__Exercise__.
Output the entries below unchanged, except for the pictures.
============
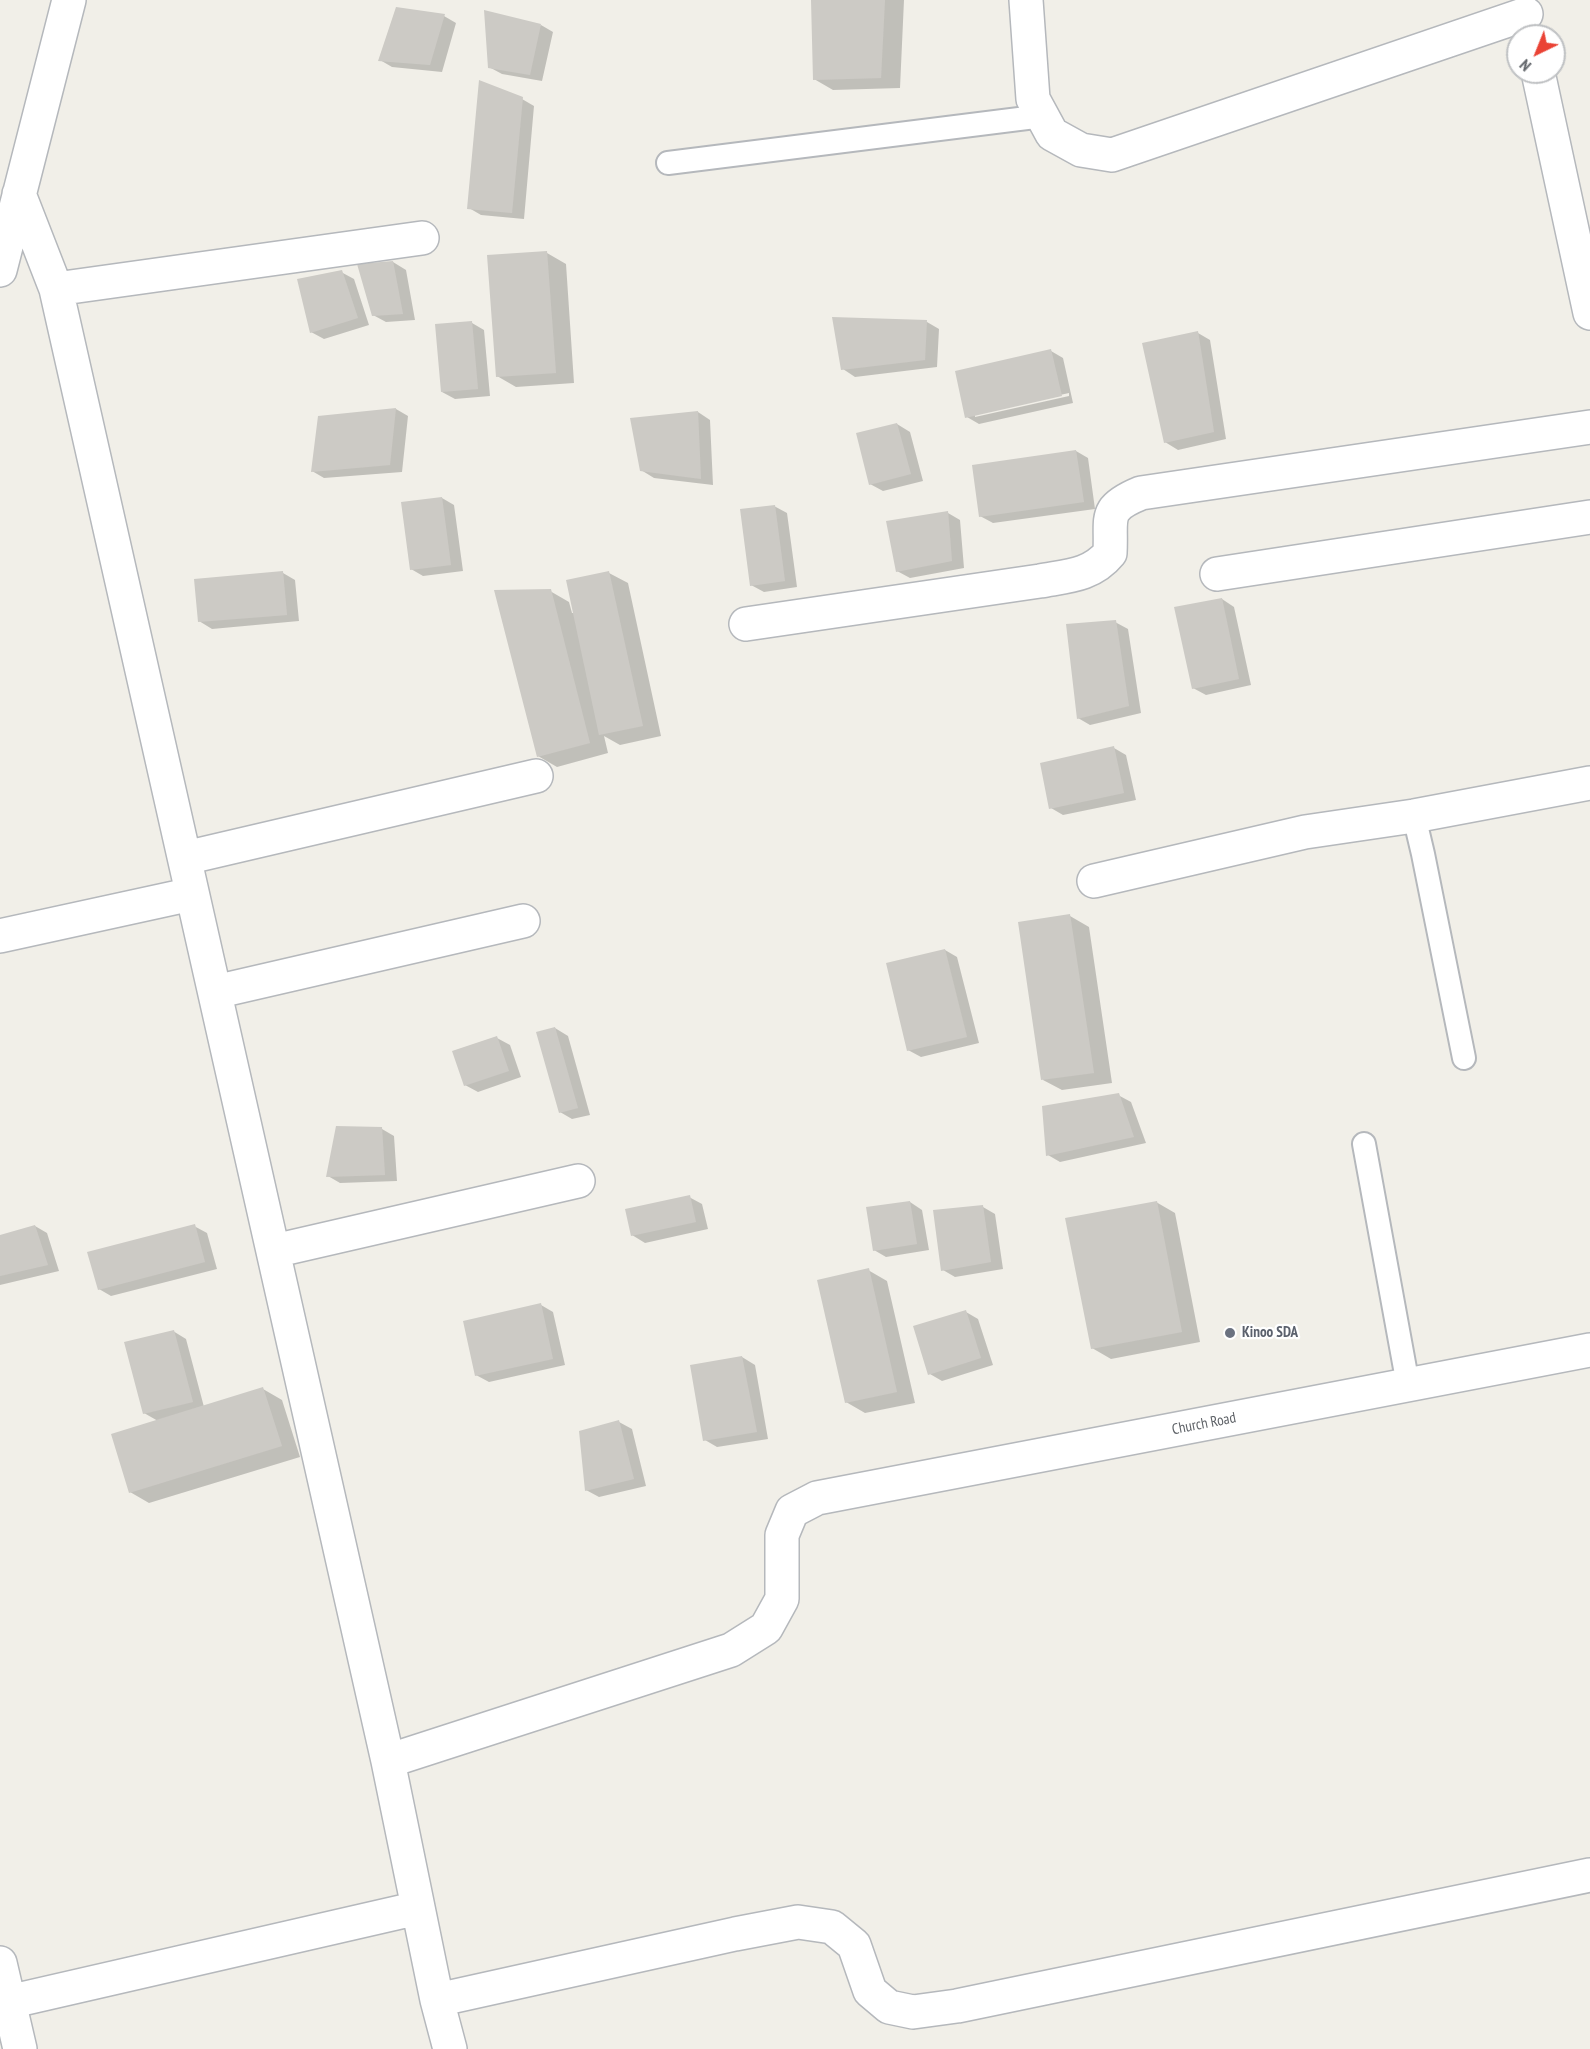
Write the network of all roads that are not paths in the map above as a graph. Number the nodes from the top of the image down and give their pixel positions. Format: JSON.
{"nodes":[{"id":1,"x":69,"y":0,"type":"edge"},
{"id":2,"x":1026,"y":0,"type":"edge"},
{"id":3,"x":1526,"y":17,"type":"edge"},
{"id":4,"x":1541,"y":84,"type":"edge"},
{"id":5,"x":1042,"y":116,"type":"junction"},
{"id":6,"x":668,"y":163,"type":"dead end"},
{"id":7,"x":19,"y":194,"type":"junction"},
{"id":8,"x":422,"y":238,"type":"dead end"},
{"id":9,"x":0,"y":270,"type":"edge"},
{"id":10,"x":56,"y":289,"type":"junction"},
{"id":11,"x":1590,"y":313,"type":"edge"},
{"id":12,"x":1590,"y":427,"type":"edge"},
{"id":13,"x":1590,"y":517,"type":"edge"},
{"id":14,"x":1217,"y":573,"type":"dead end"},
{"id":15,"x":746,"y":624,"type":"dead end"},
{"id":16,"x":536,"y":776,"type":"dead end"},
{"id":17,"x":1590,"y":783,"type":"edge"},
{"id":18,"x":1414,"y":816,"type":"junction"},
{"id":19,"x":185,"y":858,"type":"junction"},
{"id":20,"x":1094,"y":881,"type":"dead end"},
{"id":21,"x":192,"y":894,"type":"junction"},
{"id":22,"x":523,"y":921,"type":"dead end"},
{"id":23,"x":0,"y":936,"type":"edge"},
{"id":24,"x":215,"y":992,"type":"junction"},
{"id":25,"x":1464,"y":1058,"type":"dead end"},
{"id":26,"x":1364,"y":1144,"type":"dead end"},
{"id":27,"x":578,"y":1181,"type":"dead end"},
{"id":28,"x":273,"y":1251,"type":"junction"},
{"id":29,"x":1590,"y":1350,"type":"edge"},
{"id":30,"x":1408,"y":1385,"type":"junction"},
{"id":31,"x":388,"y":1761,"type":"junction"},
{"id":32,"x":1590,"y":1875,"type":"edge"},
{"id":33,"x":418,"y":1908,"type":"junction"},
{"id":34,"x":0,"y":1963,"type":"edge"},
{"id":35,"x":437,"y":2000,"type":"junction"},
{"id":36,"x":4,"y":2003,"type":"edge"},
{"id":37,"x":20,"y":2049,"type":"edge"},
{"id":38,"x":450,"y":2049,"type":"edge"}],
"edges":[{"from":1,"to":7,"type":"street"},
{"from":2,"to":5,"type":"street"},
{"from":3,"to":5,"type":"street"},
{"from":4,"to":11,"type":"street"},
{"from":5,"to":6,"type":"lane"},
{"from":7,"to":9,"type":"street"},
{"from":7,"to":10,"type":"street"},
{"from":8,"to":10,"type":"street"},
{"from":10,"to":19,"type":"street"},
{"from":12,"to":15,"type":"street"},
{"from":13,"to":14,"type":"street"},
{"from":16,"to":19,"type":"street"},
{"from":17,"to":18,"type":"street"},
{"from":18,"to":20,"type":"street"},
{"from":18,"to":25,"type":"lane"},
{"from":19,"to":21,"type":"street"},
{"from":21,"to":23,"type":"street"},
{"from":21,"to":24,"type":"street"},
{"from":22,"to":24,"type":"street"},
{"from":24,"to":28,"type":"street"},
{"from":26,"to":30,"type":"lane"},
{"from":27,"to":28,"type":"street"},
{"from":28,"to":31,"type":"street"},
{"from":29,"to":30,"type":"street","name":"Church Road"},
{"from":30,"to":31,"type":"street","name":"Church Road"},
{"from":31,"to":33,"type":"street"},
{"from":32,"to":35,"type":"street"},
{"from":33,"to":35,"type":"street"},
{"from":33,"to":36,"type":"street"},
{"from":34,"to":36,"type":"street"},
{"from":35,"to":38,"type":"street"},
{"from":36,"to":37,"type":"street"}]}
============
__Output for this exercise__.
Write the network of all roads that are not paths in the map above as a graph. Number the nodes from the top of the image down and give their pixel positions. Format: JSON.
{"nodes":[{"id":1,"x":69,"y":0,"type":"edge"},
{"id":2,"x":1026,"y":0,"type":"edge"},
{"id":3,"x":1526,"y":17,"type":"edge"},
{"id":4,"x":1541,"y":84,"type":"edge"},
{"id":5,"x":1042,"y":116,"type":"junction"},
{"id":6,"x":668,"y":163,"type":"dead end"},
{"id":7,"x":19,"y":194,"type":"junction"},
{"id":8,"x":422,"y":238,"type":"dead end"},
{"id":9,"x":0,"y":270,"type":"edge"},
{"id":10,"x":56,"y":289,"type":"junction"},
{"id":11,"x":1590,"y":313,"type":"edge"},
{"id":12,"x":1590,"y":427,"type":"edge"},
{"id":13,"x":1590,"y":517,"type":"edge"},
{"id":14,"x":1217,"y":573,"type":"dead end"},
{"id":15,"x":746,"y":624,"type":"dead end"},
{"id":16,"x":536,"y":776,"type":"dead end"},
{"id":17,"x":1590,"y":783,"type":"edge"},
{"id":18,"x":1414,"y":816,"type":"junction"},
{"id":19,"x":185,"y":858,"type":"junction"},
{"id":20,"x":1094,"y":881,"type":"dead end"},
{"id":21,"x":192,"y":894,"type":"junction"},
{"id":22,"x":523,"y":921,"type":"dead end"},
{"id":23,"x":0,"y":936,"type":"edge"},
{"id":24,"x":215,"y":992,"type":"junction"},
{"id":25,"x":1464,"y":1058,"type":"dead end"},
{"id":26,"x":1364,"y":1144,"type":"dead end"},
{"id":27,"x":578,"y":1181,"type":"dead end"},
{"id":28,"x":273,"y":1251,"type":"junction"},
{"id":29,"x":1590,"y":1350,"type":"edge"},
{"id":30,"x":1408,"y":1385,"type":"junction"},
{"id":31,"x":388,"y":1761,"type":"junction"},
{"id":32,"x":1590,"y":1875,"type":"edge"},
{"id":33,"x":418,"y":1908,"type":"junction"},
{"id":34,"x":0,"y":1963,"type":"edge"},
{"id":35,"x":437,"y":2000,"type":"junction"},
{"id":36,"x":4,"y":2003,"type":"edge"},
{"id":37,"x":20,"y":2049,"type":"edge"},
{"id":38,"x":450,"y":2049,"type":"edge"}],
"edges":[{"from":1,"to":7,"type":"street"},
{"from":2,"to":5,"type":"street"},
{"from":3,"to":5,"type":"street"},
{"from":4,"to":11,"type":"street"},
{"from":5,"to":6,"type":"lane"},
{"from":7,"to":9,"type":"street"},
{"from":7,"to":10,"type":"street"},
{"from":8,"to":10,"type":"street"},
{"from":10,"to":19,"type":"street"},
{"from":12,"to":15,"type":"street"},
{"from":13,"to":14,"type":"street"},
{"from":16,"to":19,"type":"street"},
{"from":17,"to":18,"type":"street"},
{"from":18,"to":20,"type":"street"},
{"from":18,"to":25,"type":"lane"},
{"from":19,"to":21,"type":"street"},
{"from":21,"to":23,"type":"street"},
{"from":21,"to":24,"type":"street"},
{"from":22,"to":24,"type":"street"},
{"from":24,"to":28,"type":"street"},
{"from":26,"to":30,"type":"lane"},
{"from":27,"to":28,"type":"street"},
{"from":28,"to":31,"type":"street"},
{"from":29,"to":30,"type":"street","name":"Church Road"},
{"from":30,"to":31,"type":"street","name":"Church Road"},
{"from":31,"to":33,"type":"street"},
{"from":32,"to":35,"type":"street"},
{"from":33,"to":35,"type":"street"},
{"from":33,"to":36,"type":"street"},
{"from":34,"to":36,"type":"street"},
{"from":35,"to":38,"type":"street"},
{"from":36,"to":37,"type":"street"}]}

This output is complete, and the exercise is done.